Quando il sangue agli occhi si sarà asciugato, Conte e Di Maio non potranno far finta di niente, liquidando facilmente la guerra in atto da giorni, tipo Draghi con i suoi ministri, usciti triturati dalla partita per il Colle, eppure tornati ai loro posti come se niente fosse.
Certe ipocrisie sono pane quotidiano nei governi, ma non si possono digerire in una forza politica che fa del rapporto diretto tra cittadini e Palazzo il suo fondamento.
L’instabilità del Governo Draghi
La situazione dell’Esecutivo è sotto gli occhi di tutti: il premier che aveva chiesto di essere promosso al Quirinale non è certo più forte dopo che i partiti della sua maggioranza gli hanno detto di no.
Allo stesso modo, i leader che hanno fatto e disfatto gli accordi sul Presidente della Repubblica sono stati asfaltati dai loro stessi parlamentari, e i partiti incapaci di manovrare si sono dovuti rifugiare in Mattarella, cioè l’ultima delle cose che volevano.
Tante debolezze, insomma, che unite non fanno una forza, bensì una debolezza più grande. Di sicuro un problema di fronte alle sfide in agenda: lo scostamento di bilancio, il caro-bollette, i ristori, la riforma fiscale, il catasto, il Pnrr, le riforme su Giustizia e pensioni.
In queste situazioni, in genere, la strada maestra è un chiarimento politico, magari un patto di legislatura, e se serve un rimpasto per dare sprint all’azione di governo in un anno reso ancora più complesso dall’avvicinarsi delle elezioni.
Ma di chiarimenti politici e rimpasti non si parla nemmeno, e dunque Draghi & C. andranno avanti facendo finta che i problemi non esistano. Buona fortuna!
Lo scontro fra Conte e Di Maio
Nei Cinque Stelle, invece, tutti chiedono un chiarimento su come si è arrivati a Mattarella, e non solo.
Da una delle prime uscite di Giuseppe Conte come leader politico, con la ritirata degli eletti pentastellati dalla Rai (per poi far retromarcia rapidamente), alla candidatura al Colle della direttrice del Dis, Elisabetta Belloni, bruciata prima ancora di essere data per fatta persino a Belle Grillo, con conseguente figuraccia in un post, le mosse dell’ex premier espresso dal Movimento non sono inappuntabili.
Cosa ci sia da polemizzare con la richiesta di una verifica avanzata da Di Maio è dunque un mistero, al netto delle accuse mosse dai canali più disparati contro il ministro degli Esteri (accuse tutte da dimostrare) di aver giocato sul Quirinale una partita a parte, insieme ai molti parlamentari che di lui si fidano. Parallelamente, al di là degli incarichi dati da Conte ai suoi vice, la riorganizzazione del Movimento sul territorio è inesistente, così come l’elaborazione delle nuove proposte politiche.

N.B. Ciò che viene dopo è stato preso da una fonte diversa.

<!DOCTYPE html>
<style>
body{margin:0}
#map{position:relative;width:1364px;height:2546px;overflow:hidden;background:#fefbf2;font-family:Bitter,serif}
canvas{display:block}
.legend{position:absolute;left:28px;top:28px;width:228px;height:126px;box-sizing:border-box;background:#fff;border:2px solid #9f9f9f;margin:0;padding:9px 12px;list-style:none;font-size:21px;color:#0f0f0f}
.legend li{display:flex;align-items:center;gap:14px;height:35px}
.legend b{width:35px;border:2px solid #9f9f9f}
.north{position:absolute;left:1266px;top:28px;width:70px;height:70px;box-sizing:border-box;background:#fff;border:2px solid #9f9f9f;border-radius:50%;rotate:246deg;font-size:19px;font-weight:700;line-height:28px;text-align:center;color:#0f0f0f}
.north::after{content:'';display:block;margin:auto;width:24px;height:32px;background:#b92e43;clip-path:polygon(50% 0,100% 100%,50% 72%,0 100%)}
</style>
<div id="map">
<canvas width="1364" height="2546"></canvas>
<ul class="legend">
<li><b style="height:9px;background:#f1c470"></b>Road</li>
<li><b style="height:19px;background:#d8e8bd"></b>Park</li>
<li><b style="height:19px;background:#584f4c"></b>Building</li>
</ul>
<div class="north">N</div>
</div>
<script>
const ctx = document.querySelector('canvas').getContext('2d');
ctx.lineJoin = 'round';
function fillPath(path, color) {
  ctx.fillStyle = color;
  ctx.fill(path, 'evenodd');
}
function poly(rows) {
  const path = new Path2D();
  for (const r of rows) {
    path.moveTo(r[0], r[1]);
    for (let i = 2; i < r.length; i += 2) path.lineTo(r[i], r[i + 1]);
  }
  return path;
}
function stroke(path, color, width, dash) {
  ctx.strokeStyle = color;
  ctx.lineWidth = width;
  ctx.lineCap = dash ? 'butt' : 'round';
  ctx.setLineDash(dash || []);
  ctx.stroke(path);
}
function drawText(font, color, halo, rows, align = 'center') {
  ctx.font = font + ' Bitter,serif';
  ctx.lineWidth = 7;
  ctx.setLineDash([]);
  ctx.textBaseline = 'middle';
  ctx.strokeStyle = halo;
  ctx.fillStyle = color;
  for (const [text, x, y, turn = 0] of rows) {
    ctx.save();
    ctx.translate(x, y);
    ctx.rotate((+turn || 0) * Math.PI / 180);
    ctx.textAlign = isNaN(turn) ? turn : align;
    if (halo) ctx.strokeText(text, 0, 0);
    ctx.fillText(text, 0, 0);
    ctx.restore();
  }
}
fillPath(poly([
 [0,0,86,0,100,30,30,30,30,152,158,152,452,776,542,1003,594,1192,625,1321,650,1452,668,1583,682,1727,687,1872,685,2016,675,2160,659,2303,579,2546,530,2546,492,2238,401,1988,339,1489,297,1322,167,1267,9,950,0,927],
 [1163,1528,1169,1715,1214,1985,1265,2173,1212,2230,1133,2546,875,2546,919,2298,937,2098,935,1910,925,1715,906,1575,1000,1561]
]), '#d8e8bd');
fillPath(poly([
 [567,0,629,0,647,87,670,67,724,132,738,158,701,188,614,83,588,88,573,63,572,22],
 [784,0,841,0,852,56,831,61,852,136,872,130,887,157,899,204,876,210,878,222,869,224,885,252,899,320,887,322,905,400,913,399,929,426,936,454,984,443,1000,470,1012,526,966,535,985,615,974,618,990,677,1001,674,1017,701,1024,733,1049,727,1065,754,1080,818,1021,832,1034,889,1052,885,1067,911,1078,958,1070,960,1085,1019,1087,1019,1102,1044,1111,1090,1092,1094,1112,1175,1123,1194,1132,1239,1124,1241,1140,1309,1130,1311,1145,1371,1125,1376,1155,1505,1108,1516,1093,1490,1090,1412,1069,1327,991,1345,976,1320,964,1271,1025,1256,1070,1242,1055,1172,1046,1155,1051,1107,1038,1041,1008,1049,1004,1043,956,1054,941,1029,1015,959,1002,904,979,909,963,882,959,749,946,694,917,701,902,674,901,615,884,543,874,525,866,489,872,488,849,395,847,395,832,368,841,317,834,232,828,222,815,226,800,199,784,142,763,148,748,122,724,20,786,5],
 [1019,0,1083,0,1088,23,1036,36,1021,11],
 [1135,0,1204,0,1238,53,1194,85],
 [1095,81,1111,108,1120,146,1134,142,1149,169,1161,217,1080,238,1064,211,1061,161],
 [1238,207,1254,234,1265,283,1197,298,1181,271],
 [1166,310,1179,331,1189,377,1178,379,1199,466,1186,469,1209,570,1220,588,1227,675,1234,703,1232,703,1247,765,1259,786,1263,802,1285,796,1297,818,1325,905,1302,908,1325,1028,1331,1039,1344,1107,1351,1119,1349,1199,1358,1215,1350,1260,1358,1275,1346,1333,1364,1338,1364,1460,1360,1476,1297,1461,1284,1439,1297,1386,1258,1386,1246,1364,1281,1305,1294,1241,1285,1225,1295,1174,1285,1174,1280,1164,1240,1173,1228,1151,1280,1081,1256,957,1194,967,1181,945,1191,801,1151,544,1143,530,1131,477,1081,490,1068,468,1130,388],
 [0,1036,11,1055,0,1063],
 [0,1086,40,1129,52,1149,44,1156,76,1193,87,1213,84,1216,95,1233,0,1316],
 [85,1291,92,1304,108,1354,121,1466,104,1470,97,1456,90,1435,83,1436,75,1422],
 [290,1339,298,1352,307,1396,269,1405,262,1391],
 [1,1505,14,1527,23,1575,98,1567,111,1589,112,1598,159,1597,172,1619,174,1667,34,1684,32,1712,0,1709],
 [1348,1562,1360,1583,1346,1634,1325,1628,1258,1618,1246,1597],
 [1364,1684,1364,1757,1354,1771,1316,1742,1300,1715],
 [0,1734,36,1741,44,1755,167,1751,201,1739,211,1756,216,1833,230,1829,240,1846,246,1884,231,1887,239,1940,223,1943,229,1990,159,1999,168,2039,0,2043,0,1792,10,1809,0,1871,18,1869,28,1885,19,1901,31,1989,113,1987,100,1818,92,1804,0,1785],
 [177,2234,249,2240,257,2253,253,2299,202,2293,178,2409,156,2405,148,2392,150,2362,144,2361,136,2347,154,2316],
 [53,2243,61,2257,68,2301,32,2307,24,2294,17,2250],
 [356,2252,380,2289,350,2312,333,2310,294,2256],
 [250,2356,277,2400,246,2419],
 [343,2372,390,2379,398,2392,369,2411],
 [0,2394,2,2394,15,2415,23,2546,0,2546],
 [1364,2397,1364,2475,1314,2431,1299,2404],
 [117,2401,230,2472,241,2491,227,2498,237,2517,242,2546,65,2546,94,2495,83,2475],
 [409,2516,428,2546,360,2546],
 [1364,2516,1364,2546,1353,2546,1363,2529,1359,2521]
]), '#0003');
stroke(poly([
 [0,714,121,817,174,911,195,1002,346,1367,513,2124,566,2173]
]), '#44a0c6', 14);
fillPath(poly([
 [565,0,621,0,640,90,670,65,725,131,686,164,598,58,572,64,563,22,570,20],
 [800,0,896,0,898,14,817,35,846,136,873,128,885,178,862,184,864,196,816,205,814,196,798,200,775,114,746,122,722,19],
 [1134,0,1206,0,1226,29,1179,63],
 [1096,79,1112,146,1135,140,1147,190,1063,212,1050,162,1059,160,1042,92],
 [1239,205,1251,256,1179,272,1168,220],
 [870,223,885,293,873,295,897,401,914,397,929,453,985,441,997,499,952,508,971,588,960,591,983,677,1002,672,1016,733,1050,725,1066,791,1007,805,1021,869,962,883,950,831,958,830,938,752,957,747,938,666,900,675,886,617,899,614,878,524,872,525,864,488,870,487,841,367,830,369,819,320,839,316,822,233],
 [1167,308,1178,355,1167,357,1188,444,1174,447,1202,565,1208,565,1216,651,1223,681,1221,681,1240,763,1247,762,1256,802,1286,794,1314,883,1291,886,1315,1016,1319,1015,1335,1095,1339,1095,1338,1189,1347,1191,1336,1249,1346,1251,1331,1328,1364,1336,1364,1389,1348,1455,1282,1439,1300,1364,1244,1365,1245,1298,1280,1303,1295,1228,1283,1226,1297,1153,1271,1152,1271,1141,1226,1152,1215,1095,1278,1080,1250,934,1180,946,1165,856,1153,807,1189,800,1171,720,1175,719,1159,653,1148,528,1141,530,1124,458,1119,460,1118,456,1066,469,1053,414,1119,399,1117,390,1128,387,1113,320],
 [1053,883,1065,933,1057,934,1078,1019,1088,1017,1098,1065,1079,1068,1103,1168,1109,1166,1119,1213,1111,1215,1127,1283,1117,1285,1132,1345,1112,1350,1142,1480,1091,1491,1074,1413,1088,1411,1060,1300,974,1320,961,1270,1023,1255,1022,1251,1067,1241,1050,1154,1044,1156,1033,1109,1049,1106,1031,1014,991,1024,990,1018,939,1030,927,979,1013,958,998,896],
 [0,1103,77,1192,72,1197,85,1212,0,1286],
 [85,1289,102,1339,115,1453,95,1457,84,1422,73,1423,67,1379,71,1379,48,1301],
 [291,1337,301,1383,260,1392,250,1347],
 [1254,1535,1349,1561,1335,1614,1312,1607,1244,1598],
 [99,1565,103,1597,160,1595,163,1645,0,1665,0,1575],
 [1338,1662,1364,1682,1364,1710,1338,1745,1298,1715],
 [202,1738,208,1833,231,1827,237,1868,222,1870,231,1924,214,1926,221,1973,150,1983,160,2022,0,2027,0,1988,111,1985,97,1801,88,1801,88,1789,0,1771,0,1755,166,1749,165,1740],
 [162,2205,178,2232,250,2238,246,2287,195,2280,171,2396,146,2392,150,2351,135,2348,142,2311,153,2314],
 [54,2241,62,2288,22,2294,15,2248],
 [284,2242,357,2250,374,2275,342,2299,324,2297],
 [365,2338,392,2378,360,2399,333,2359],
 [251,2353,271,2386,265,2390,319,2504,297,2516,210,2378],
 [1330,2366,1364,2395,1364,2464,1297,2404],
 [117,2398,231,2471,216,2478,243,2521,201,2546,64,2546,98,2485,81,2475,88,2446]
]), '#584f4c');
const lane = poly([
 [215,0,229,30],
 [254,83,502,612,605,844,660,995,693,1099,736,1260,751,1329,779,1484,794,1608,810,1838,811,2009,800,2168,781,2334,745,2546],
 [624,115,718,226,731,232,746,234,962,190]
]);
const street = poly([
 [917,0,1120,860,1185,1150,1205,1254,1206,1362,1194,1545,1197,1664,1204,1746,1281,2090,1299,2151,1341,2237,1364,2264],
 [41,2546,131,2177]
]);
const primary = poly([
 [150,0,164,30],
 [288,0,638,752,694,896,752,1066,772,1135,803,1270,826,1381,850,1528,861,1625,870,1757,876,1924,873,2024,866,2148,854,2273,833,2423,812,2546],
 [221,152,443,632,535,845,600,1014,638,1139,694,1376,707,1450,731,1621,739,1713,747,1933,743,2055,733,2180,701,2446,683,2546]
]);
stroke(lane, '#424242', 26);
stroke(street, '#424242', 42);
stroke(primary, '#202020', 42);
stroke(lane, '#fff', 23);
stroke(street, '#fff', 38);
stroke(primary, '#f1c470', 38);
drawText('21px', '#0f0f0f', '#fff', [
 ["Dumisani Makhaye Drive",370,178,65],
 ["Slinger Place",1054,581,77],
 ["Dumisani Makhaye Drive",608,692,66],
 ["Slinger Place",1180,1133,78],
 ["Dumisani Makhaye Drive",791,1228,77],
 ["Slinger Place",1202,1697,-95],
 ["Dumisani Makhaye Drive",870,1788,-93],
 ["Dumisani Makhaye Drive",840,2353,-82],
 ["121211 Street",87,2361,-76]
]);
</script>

Discutere di questi aspetti non è perciò lesa maestà, ma il modo corretto per non avvitarsi in un conflitto sul quale c’è già chi soffia con modi inqualificabili dall’interno (gli attacchi a Di Maio “poltronista” lanciati da falsi profili social sono una vergogna) e dall’esterno, con i giornali e le tv a cui non pare vero di poter parlare e straparlare di questo nuovo scontro tra i Cinque Stelle invece che del Centrodestra finito in mille pezzi o delle faide interne alla Lega e a Forza Italia.
Un giochino dal quale solo Conte e Di Maio possono sottrarsi, rivelando le loro vere intenzioni, magari direttamente piuttosto che attraverso la sponda di amici e nemici sui giornali.
Così, ad esempio, sarà più chiaro se Conte vuole riavvicinarsi a Di Battista per andare insieme all’opposizione di Draghi e avvantaggiarsi elettoralmente in vista delle prossime elezioni, oppure restare in trincea a difendere i provvedimenti ottenuti fin qui dal Movimento.
Questioni centralissime, dunque, a cui anche un leader amato come Conte non dovrebbe sottrarsi di fronte ai dubbi di molti attivisti e cittadini, per non parlare dei portavoce in Parlamento.